= Charles R. Floyd =

American politician

Senator Charles R. Floyd, ca. 1920, from the family archive

Charles Richard Floyd (1881–1945), a Democrat, was elected to three four-year terms to the Texas Senate, serving a total of twelve years as a senator, from 1917 to 1929. In 1944, he re-entered the political landscape, elected to the office of State Representative of the 38th District, representing Lamar and Fannin counties.

Charles Richard Floyd was born April 25, 1881, in Boxelder, Red River County, Texas. The third son of Lorenzo Dow and Isabelle “Belle” Peek Floyd, his father died at the plow when Charles was only three years old. He attended Boxelder schools, Detroit Normal School, and also studied in nearby Paris, Texas. He earned a teaching certificate and taught in the English community in Red River County for four years, which greatly influenced his later efforts in the legislature on behalf of the public school system. He also attended the University of Texas at Austin.
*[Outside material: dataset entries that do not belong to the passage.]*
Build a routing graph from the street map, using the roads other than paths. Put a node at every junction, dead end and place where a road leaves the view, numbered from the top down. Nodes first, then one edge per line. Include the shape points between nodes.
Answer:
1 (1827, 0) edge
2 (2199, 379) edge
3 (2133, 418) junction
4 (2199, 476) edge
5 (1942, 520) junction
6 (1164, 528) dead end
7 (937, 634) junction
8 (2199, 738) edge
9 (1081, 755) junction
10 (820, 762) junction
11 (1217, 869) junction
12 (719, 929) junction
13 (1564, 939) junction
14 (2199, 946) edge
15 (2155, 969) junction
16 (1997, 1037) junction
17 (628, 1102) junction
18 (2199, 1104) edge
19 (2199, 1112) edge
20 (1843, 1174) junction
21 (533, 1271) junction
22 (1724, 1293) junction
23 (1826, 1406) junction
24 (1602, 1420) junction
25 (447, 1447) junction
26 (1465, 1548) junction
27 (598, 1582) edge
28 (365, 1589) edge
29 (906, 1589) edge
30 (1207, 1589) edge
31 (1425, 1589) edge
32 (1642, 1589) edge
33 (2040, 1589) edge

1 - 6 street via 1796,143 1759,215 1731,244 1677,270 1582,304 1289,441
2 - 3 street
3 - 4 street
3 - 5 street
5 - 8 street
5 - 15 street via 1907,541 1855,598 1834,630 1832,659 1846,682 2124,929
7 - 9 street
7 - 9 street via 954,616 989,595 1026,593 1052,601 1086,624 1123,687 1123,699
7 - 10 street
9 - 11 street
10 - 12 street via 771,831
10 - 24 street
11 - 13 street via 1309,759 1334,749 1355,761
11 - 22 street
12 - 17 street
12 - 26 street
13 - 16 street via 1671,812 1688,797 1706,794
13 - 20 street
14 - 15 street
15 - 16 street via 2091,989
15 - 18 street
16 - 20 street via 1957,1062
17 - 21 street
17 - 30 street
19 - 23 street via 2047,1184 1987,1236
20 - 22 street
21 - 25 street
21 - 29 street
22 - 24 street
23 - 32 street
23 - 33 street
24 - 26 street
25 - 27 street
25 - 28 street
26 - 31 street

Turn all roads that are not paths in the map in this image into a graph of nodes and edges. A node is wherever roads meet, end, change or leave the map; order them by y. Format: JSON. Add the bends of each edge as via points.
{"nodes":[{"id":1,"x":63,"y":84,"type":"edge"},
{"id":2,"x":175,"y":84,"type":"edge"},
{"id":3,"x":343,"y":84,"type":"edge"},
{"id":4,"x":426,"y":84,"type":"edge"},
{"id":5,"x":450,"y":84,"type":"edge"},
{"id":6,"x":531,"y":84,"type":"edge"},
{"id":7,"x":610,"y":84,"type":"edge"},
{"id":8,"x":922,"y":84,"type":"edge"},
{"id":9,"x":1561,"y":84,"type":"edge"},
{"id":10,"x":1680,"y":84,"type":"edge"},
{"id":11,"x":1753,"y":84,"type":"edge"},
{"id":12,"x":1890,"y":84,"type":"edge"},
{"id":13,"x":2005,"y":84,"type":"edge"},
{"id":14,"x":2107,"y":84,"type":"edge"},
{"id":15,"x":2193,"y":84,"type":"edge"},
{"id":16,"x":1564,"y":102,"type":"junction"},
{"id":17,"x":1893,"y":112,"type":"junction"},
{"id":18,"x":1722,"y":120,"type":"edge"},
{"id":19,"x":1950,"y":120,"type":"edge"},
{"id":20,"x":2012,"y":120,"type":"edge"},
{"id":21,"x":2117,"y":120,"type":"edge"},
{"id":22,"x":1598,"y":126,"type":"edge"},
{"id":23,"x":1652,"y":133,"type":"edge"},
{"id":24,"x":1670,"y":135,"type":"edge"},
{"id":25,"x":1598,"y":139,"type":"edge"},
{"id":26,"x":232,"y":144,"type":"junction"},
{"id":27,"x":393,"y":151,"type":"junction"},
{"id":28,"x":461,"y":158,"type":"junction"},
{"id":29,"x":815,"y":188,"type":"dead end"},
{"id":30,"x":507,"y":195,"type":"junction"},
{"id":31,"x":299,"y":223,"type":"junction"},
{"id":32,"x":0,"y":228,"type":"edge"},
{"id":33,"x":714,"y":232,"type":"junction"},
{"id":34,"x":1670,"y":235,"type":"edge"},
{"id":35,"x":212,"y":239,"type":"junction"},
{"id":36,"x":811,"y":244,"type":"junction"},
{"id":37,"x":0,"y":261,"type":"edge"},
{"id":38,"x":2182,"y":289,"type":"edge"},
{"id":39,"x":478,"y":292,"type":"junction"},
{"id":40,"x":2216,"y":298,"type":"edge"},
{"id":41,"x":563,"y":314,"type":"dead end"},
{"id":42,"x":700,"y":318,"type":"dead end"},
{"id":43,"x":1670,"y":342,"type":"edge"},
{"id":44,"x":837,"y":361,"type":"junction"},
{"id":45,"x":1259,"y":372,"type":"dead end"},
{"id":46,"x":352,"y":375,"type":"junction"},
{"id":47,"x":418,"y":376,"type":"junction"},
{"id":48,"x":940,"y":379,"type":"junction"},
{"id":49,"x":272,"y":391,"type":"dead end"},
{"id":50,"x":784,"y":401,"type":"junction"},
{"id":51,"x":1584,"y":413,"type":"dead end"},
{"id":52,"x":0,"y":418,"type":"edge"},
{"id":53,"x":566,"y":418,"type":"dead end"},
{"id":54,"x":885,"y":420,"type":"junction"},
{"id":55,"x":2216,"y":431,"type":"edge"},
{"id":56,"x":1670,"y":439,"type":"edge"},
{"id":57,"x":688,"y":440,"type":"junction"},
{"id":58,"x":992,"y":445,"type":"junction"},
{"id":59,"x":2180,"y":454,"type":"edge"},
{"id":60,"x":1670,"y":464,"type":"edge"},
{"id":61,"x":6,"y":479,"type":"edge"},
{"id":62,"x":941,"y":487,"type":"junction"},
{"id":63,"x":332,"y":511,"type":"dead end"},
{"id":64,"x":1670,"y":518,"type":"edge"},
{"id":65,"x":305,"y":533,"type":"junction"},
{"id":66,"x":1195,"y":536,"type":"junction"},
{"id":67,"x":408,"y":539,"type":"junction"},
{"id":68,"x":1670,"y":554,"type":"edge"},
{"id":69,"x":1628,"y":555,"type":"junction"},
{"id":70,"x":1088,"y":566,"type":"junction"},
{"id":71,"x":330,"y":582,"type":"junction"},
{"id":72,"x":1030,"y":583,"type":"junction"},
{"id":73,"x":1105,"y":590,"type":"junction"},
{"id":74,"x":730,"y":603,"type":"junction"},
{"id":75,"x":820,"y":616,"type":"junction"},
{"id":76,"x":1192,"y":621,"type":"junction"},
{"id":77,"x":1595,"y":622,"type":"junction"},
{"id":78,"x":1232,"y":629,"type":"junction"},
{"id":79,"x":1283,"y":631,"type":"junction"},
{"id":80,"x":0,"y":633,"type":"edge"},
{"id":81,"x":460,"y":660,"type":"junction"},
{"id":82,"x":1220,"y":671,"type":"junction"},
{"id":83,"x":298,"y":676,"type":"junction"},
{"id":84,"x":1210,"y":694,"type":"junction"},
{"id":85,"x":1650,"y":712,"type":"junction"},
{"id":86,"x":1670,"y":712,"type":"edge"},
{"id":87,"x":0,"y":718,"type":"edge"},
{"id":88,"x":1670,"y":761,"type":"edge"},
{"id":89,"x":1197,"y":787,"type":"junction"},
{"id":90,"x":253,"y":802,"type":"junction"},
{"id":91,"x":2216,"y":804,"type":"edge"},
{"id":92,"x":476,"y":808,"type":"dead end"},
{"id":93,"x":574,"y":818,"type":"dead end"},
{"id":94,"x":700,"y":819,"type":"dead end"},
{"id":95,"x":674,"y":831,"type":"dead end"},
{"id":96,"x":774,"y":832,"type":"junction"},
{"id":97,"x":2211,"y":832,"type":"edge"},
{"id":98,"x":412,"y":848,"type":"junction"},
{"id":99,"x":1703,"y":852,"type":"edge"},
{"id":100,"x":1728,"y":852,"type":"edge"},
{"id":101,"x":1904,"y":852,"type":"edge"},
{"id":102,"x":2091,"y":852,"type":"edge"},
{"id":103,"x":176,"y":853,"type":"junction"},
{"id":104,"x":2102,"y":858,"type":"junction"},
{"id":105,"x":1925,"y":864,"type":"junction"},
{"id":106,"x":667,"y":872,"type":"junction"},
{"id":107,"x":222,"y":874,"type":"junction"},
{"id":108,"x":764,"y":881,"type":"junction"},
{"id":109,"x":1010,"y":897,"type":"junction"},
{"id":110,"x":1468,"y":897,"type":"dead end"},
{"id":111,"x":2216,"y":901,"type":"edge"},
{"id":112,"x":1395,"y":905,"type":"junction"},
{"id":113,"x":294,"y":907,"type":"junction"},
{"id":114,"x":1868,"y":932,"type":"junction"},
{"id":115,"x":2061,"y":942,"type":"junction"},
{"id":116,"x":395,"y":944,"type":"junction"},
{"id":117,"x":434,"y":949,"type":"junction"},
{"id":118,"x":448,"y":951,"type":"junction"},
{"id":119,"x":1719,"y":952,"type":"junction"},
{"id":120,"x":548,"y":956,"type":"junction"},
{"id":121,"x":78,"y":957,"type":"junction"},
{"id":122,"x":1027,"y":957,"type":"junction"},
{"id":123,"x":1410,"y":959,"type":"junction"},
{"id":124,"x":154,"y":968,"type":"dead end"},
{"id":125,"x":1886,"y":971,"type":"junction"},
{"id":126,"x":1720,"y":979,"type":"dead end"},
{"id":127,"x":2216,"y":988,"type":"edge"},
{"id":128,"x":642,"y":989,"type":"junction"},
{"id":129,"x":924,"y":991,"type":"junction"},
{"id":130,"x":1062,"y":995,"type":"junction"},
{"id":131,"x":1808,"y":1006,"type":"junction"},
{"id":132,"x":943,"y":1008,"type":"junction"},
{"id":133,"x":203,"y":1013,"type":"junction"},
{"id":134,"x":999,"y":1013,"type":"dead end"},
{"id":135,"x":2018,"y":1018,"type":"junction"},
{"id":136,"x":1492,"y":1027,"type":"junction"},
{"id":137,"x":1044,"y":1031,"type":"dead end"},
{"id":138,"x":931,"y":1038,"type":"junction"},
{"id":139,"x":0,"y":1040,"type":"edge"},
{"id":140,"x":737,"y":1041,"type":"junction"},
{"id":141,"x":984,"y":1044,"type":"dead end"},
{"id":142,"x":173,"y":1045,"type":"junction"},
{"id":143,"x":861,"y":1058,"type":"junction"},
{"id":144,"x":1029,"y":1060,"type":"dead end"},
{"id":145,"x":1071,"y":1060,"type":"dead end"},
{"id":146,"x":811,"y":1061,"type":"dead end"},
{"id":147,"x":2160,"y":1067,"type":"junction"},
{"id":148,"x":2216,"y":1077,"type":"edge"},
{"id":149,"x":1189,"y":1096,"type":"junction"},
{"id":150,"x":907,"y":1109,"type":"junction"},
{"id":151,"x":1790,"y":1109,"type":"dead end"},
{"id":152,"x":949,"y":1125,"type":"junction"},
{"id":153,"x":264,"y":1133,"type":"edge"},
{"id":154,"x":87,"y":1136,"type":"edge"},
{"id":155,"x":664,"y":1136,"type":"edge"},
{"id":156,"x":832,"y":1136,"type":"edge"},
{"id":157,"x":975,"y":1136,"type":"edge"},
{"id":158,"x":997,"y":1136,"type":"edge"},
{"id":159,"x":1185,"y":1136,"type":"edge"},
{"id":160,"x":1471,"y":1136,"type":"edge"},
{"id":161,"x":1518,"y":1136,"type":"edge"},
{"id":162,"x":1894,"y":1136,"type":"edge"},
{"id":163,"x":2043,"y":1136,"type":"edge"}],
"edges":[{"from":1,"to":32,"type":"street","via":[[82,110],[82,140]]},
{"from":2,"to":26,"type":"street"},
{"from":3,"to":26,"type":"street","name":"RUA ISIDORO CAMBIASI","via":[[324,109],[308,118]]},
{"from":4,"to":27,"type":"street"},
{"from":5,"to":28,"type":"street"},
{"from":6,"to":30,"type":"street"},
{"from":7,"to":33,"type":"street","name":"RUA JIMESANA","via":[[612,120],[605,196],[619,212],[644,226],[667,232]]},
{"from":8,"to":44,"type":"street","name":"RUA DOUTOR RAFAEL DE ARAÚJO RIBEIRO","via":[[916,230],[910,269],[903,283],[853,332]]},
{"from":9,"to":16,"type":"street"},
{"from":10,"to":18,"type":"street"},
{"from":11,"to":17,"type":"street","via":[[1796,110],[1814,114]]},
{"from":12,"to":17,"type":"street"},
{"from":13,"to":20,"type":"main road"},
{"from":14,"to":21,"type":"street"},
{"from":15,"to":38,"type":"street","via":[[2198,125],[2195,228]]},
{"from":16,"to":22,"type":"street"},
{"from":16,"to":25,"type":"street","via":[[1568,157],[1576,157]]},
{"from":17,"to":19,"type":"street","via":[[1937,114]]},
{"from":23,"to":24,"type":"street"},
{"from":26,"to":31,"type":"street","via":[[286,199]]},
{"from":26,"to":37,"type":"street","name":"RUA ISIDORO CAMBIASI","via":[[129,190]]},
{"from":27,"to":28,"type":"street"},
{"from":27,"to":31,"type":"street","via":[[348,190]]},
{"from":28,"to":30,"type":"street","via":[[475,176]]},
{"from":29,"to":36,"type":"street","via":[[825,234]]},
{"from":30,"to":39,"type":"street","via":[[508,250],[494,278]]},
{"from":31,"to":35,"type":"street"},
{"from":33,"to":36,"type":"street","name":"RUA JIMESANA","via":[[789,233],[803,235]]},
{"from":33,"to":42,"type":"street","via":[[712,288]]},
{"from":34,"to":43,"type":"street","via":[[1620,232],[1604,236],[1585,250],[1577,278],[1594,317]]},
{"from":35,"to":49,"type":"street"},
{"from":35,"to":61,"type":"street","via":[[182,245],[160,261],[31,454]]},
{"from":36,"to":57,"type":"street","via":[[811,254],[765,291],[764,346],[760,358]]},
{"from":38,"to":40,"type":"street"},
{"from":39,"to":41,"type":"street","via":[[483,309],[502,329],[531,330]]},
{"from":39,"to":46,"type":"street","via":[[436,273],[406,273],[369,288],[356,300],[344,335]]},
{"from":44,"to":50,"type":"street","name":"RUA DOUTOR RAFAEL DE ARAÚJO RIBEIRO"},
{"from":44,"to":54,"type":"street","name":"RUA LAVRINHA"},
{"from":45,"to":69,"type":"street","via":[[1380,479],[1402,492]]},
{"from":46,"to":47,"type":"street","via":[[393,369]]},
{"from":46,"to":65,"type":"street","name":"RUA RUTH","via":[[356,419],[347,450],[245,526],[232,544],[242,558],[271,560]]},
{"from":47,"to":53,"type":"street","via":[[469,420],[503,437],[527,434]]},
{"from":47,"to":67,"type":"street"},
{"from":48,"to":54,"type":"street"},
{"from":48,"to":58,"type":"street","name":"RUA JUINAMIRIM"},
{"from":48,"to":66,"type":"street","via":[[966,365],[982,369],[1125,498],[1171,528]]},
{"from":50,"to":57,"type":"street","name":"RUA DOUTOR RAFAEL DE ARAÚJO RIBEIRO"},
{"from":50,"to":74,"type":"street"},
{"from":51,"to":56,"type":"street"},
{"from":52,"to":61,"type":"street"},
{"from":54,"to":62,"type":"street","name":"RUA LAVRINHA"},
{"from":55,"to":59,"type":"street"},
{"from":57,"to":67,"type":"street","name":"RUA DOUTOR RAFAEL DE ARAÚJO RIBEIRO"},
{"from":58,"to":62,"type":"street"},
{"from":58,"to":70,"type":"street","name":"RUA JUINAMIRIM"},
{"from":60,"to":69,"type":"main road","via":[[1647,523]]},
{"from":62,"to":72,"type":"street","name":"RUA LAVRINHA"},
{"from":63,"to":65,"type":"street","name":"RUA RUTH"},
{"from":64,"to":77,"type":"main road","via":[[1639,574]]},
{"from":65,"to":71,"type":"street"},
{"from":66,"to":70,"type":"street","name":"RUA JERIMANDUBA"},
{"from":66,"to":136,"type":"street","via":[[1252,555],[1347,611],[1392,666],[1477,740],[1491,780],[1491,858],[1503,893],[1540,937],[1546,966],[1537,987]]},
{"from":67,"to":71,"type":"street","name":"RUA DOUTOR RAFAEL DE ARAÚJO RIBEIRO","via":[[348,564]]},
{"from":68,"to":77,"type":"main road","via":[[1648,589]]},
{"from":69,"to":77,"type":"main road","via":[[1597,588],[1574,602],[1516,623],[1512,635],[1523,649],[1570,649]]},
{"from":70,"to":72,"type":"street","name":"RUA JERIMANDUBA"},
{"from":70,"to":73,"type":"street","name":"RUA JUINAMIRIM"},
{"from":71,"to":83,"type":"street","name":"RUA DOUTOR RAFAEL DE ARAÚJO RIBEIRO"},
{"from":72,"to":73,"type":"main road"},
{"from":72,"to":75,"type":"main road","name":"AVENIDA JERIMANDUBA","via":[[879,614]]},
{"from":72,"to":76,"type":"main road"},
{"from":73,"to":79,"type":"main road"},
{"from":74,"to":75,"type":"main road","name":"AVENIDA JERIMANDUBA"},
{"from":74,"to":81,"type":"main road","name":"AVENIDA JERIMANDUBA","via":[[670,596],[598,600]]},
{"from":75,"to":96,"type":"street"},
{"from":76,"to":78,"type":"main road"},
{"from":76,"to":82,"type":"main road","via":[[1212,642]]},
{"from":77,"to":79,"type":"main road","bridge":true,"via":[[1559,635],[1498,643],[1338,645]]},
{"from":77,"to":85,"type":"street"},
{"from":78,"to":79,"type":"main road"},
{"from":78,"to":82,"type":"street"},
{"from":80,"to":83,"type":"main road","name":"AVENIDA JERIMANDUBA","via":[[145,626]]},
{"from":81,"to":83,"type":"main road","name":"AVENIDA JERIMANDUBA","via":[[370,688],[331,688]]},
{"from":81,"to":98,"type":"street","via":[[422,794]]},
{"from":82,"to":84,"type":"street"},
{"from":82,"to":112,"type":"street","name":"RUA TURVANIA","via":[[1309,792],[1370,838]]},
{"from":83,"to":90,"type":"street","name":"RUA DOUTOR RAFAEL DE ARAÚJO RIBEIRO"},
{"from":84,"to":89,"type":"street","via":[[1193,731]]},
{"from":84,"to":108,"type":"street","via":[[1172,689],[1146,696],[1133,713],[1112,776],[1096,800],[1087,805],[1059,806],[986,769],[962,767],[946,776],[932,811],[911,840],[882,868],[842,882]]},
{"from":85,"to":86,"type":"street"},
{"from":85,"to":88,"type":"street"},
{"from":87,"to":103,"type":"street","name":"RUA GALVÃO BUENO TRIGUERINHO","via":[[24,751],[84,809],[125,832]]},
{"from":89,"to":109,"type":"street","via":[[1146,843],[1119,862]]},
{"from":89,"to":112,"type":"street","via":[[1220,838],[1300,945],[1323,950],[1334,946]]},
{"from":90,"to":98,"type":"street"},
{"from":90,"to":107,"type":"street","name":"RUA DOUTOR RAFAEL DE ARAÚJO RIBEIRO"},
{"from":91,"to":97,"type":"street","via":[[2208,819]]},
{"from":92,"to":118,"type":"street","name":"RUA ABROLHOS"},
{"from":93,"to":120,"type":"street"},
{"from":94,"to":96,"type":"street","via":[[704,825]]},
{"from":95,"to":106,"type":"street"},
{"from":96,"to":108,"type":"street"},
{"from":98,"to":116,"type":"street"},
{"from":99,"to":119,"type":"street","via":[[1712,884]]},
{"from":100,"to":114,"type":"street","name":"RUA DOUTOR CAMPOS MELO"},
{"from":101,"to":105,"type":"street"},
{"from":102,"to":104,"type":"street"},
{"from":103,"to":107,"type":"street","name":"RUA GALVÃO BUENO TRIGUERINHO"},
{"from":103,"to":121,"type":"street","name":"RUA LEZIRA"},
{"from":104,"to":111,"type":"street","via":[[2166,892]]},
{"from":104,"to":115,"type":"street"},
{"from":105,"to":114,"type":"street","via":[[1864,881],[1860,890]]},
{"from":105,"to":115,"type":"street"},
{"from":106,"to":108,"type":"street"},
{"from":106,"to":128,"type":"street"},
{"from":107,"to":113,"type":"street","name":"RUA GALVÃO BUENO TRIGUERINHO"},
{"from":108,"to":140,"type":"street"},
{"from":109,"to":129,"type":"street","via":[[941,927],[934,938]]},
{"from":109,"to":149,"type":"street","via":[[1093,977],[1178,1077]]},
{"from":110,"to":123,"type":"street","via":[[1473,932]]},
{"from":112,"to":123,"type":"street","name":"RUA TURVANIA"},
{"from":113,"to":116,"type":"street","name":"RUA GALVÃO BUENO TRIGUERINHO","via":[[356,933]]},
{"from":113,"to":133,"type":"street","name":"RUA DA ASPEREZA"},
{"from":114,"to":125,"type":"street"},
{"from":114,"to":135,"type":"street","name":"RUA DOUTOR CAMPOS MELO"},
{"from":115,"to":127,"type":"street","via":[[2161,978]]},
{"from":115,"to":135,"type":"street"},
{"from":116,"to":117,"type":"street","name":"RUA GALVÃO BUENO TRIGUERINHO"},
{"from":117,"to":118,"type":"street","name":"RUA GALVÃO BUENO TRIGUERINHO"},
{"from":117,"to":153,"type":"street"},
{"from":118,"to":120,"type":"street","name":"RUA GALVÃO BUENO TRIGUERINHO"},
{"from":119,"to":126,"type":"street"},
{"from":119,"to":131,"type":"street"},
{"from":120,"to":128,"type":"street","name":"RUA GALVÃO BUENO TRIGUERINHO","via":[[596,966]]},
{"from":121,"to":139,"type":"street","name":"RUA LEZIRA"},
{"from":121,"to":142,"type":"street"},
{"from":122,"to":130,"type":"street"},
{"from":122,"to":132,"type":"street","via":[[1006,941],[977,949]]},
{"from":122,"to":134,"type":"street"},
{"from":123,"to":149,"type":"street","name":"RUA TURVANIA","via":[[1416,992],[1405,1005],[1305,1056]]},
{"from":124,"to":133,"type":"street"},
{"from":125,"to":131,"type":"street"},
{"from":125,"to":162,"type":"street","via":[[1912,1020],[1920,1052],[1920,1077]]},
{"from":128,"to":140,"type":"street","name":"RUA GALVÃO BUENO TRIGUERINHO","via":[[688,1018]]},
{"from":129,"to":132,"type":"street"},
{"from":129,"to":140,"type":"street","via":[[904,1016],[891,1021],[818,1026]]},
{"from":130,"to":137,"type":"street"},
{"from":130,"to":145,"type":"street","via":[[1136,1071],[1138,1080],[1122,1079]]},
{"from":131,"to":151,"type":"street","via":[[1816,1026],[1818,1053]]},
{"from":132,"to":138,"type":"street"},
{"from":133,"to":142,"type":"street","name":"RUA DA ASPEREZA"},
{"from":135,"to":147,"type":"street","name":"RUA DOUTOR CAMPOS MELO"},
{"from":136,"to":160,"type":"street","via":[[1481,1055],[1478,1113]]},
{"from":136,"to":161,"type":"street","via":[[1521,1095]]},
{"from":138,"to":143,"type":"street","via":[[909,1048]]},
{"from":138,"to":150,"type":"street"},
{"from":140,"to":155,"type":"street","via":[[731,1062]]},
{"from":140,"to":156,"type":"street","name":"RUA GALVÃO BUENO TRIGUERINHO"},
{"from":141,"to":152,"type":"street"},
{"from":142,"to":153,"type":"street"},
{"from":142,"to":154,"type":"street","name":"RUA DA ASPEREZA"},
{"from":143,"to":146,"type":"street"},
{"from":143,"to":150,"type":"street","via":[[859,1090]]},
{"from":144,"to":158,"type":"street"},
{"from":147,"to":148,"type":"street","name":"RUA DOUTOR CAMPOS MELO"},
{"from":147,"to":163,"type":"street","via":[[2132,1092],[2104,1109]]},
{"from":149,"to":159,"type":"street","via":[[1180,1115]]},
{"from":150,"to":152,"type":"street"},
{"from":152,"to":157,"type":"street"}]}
In addition to being a state senator from 1917 to 1929 and state representative in 1945 until his death, he ran numerous businesses during his lifetime. He was owner of the Annona Cash Store; Editor of the Clarksville Times; Owner and Editor of the Annona News Weekly; and District Manager for the Dallas Morning News for Northeast Texas. He was also a member of the Annona School Board.

Floyd married Mary Etta Moore, also of Red River County, and had four children: Morris (who died at age four); William Lorenzo; Louise Floyd Meyers; and Leone Floyd Popp; and numerous grandchildren and great-grandchildren. After being elected to the Senate, Floyd moved the family to Paris, Texas. Upon his death during the legislative session of 1945, his daughter Louise ran for his seat in a special election, but was narrowly defeated at a time when there were only four women serving in the House and none in the Senate.

On February 17, 1945, after serving only six weeks in the House of Representatives, Charles Floyd suffered a stroke and heart attack during a legislative session in Austin and died in Brackenridge Hospital. He is buried in Boxelder Cemetery, Red River County, Texas.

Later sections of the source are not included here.